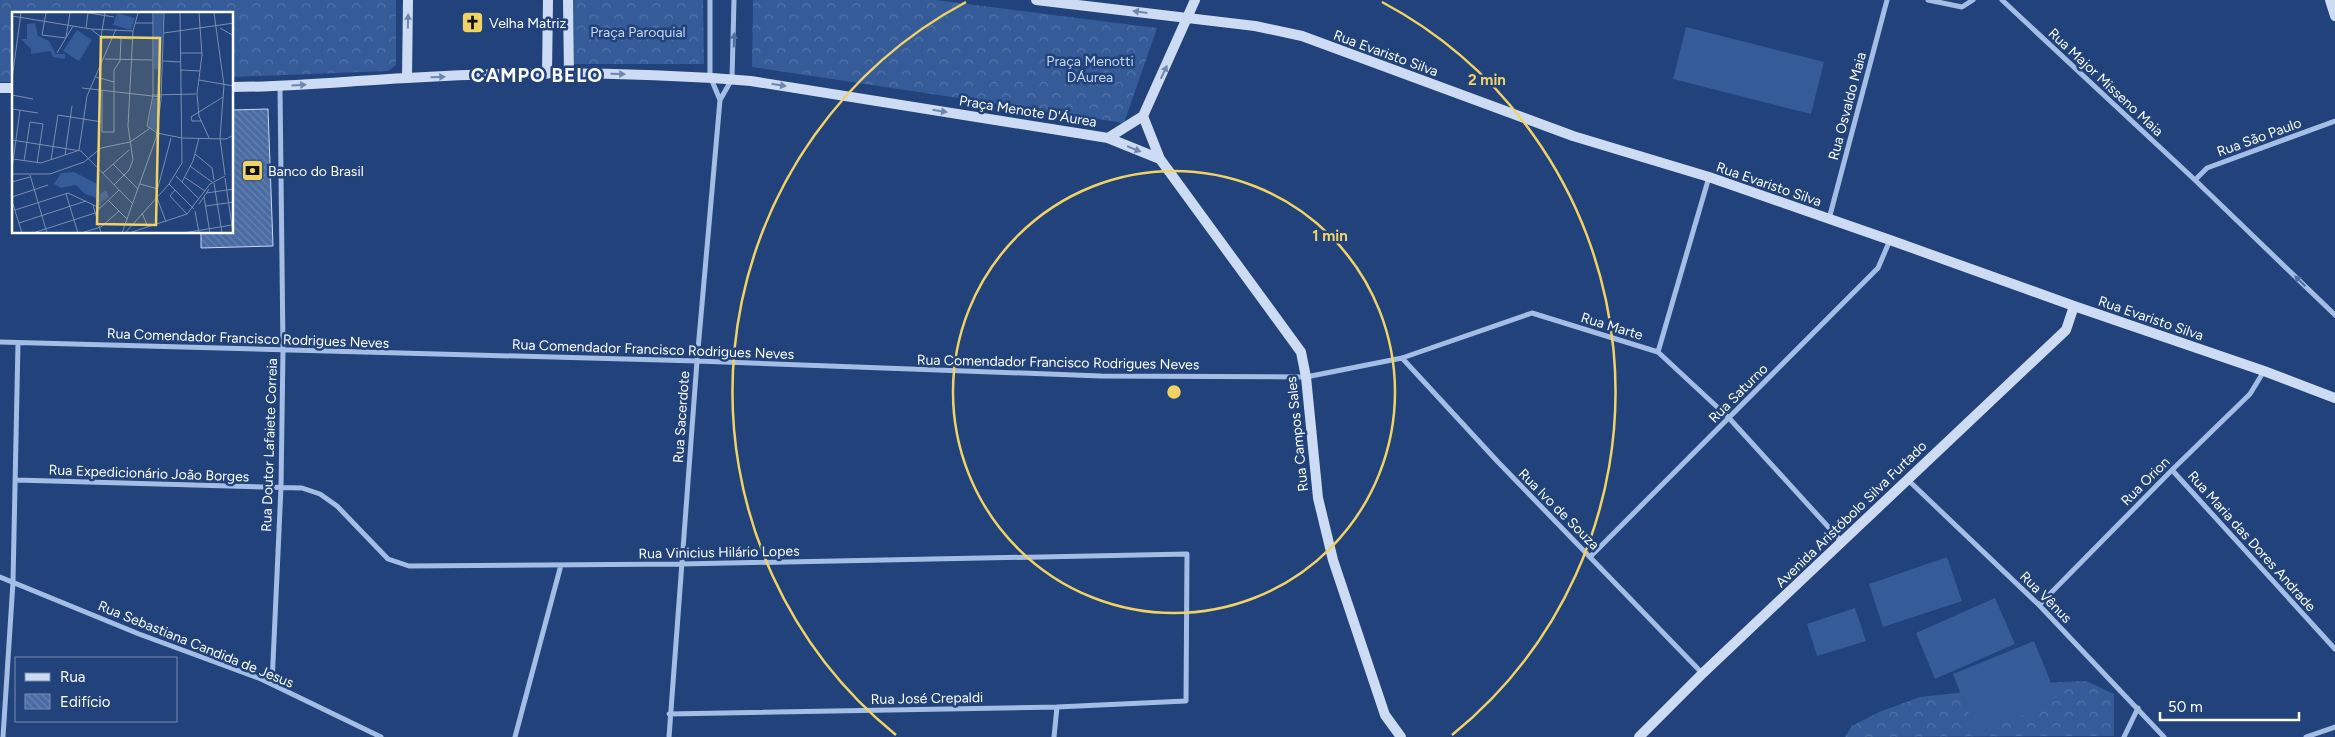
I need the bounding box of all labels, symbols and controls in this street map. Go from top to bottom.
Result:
one-way arrow [1132,8,1148,16]
church icon: Velha Matriz [461,11,485,35]
inset map [12,12,234,234]
one-way arrow [404,13,412,29]
place label: Velha Matriz [489,15,567,32]
park label: Praça Paroquial [590,24,686,41]
street label: Rua Major Misseno Maia [2045,25,2167,140]
street label: Rua Evaristo Silva [1331,27,1441,80]
one-way arrow [730,31,738,47]
street label: Rua Osvaldo Maia [1825,50,1870,162]
park label: Praça Menotti DÁurea [1046,53,1134,86]
district label: CAMPO BELO [471,64,603,87]
one-way arrow [1160,65,1168,79]
one-way arrow [610,71,626,79]
text: 2 min [1468,71,1506,89]
one-way arrow [430,73,446,81]
one-way arrow [291,81,307,89]
one-way arrow [772,82,788,90]
street label: Praça Menote D'Áurea [958,92,1098,131]
one-way arrow [932,107,948,115]
street label: Rua São Paulo [2215,114,2304,161]
one-way arrow [1127,145,1142,153]
street label: Rua Evaristo Silva [1714,158,1824,210]
bank icon: Banco do Brasil [240,159,264,183]
place label: Banco do Brasil [268,163,364,180]
text: 1 min [1312,227,1348,245]
one-way arrow [2294,275,2306,287]
street label: Rua Evaristo Silva [2096,292,2206,344]
street label: Rua Marte [1579,309,1645,344]
street label: Rua Comendador Francisco Rodrigues Neves [106,325,389,352]
street label: Rua Comendador Francisco Rodrigues Neves [511,336,794,363]
street label: Rua Comendador Francisco Rodrigues Neves [917,352,1199,373]
street label: Rua Doutor Lafaiete Correia [258,358,281,532]
street label: Rua Saturno [1705,360,1771,426]
street label: Rua Sacerdote [670,370,693,464]
street label: Rua Campos Sales [1283,376,1312,492]
centre of rings [1165,383,1183,401]
street label: Avenida Aristóbolo Silva Furtado [1772,438,1931,591]
street label: Rua Orion [2117,453,2173,509]
street label: Rua Expedicionário João Borges [48,462,250,485]
street label: Rua Ivo de Souza [1515,465,1603,553]
street label: Rua Maria das Dores Andrade [2184,468,2320,615]
street label: Rua Vinicius Hilário Lopes [638,543,800,562]
street label: Rua Vênus [2016,568,2075,627]
street label: Rua Sebastiana Candida de Jesus [95,597,296,692]
legend [15,657,178,722]
text: Rua [60,668,85,686]
street label: Rua José Crepaldi [871,689,983,708]
scale bar [2160,690,2299,722]
text: Edifício [60,693,111,711]
text: 50 m [2168,698,2203,716]

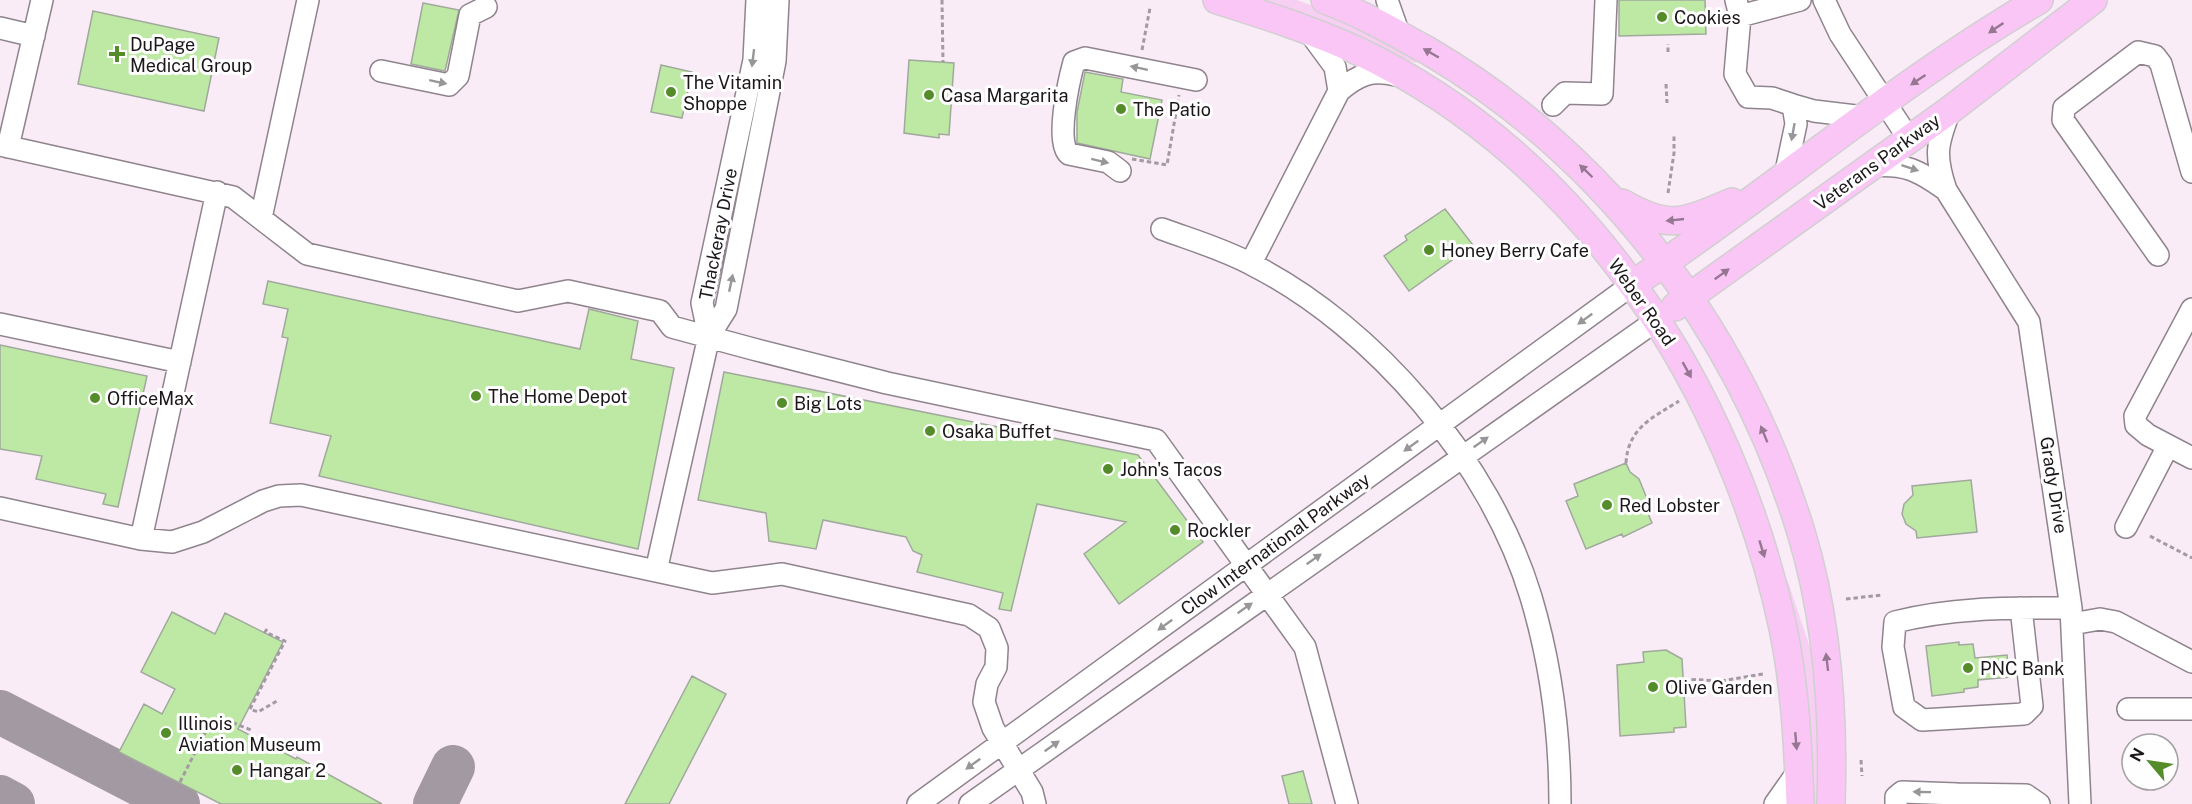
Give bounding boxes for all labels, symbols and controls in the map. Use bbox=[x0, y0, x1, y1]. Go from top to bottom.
place label: Cookies bbox=[1674, 7, 1741, 28]
marker: Cookies bbox=[1655, 10, 1669, 24]
one-way arrow bbox=[1987, 23, 2004, 34]
place label: DuPage Medical Group bbox=[130, 34, 252, 76]
marker: DuPage Medical Group bbox=[108, 45, 126, 63]
one-way arrow bbox=[1422, 48, 1439, 58]
one-way arrow bbox=[748, 49, 758, 68]
one-way arrow bbox=[1130, 63, 1148, 73]
place label: The Vitamin Shoppe bbox=[683, 72, 782, 114]
one-way arrow bbox=[1910, 74, 1926, 85]
one-way arrow bbox=[429, 78, 448, 88]
marker: The Vitamin Shoppe bbox=[664, 85, 678, 99]
place label: Casa Margarita bbox=[941, 85, 1068, 106]
marker: Casa Margarita bbox=[922, 88, 936, 102]
place label: The Patio bbox=[1133, 99, 1211, 120]
marker: The Patio bbox=[1114, 102, 1128, 116]
street label: Veterans Parkway bbox=[1810, 109, 1944, 215]
one-way arrow bbox=[1789, 123, 1798, 142]
one-way arrow bbox=[1091, 157, 1109, 167]
one-way arrow bbox=[1901, 164, 1919, 174]
one-way arrow bbox=[1579, 165, 1593, 179]
street label: Thackeray Drive bbox=[695, 166, 741, 302]
one-way arrow bbox=[1665, 215, 1684, 225]
place label: Honey Berry Cafe bbox=[1441, 240, 1589, 261]
marker: Honey Berry Cafe bbox=[1422, 243, 1436, 257]
street label: Weber Road bbox=[1604, 254, 1680, 350]
one-way arrow bbox=[1714, 268, 1729, 280]
one-way arrow bbox=[727, 273, 736, 292]
one-way arrow bbox=[1578, 312, 1593, 324]
one-way arrow bbox=[1682, 362, 1692, 379]
place label: The Home Depot bbox=[488, 386, 628, 407]
place label: OfficeMax bbox=[107, 388, 194, 409]
marker: The Home Depot bbox=[469, 389, 483, 403]
marker: OfficeMax bbox=[88, 391, 102, 405]
place label: Big Lots bbox=[794, 393, 862, 414]
marker: Big Lots bbox=[775, 396, 789, 410]
place label: Osaka Buffet bbox=[942, 421, 1051, 442]
marker: Osaka Buffet bbox=[923, 424, 937, 438]
one-way arrow bbox=[1759, 425, 1768, 443]
street label: Grady Drive bbox=[2036, 435, 2072, 535]
one-way arrow bbox=[1473, 436, 1489, 448]
one-way arrow bbox=[1403, 440, 1419, 452]
place label: John's Tacos bbox=[1120, 459, 1222, 480]
marker: John's Tacos bbox=[1101, 462, 1115, 476]
street label: Clow International Parkway bbox=[1176, 468, 1374, 620]
place label: Red Lobster bbox=[1619, 495, 1720, 516]
marker: Red Lobster bbox=[1600, 498, 1614, 512]
place label: Rockler bbox=[1187, 520, 1251, 541]
marker: Rockler bbox=[1168, 523, 1182, 537]
one-way arrow bbox=[1758, 540, 1767, 558]
one-way arrow bbox=[1306, 554, 1321, 566]
one-way arrow bbox=[1237, 602, 1253, 614]
one-way arrow bbox=[1157, 619, 1173, 631]
one-way arrow bbox=[1823, 652, 1832, 671]
place label: PNC Bank bbox=[1980, 658, 2064, 679]
marker: PNC Bank bbox=[1961, 661, 1975, 675]
place label: Olive Garden bbox=[1665, 677, 1773, 698]
marker: Olive Garden bbox=[1646, 680, 1660, 694]
place label: Illinois Aviation Museum bbox=[178, 713, 321, 755]
marker: Illinois Aviation Museum bbox=[159, 726, 173, 740]
one-way arrow bbox=[1791, 731, 1801, 750]
north arrow bbox=[2120, 732, 2180, 792]
one-way arrow bbox=[1044, 740, 1060, 752]
text: N bbox=[2126, 745, 2149, 765]
one-way arrow bbox=[965, 758, 981, 770]
place label: Hangar 2 bbox=[249, 760, 326, 781]
marker: Hangar 2 bbox=[230, 763, 244, 777]
one-way arrow bbox=[1913, 788, 1932, 797]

■ ■ ■ ■ ■

Exercise requirements: Give the number of lines above in which the word "Berry" occurs, with nothing else.

Your solution: 2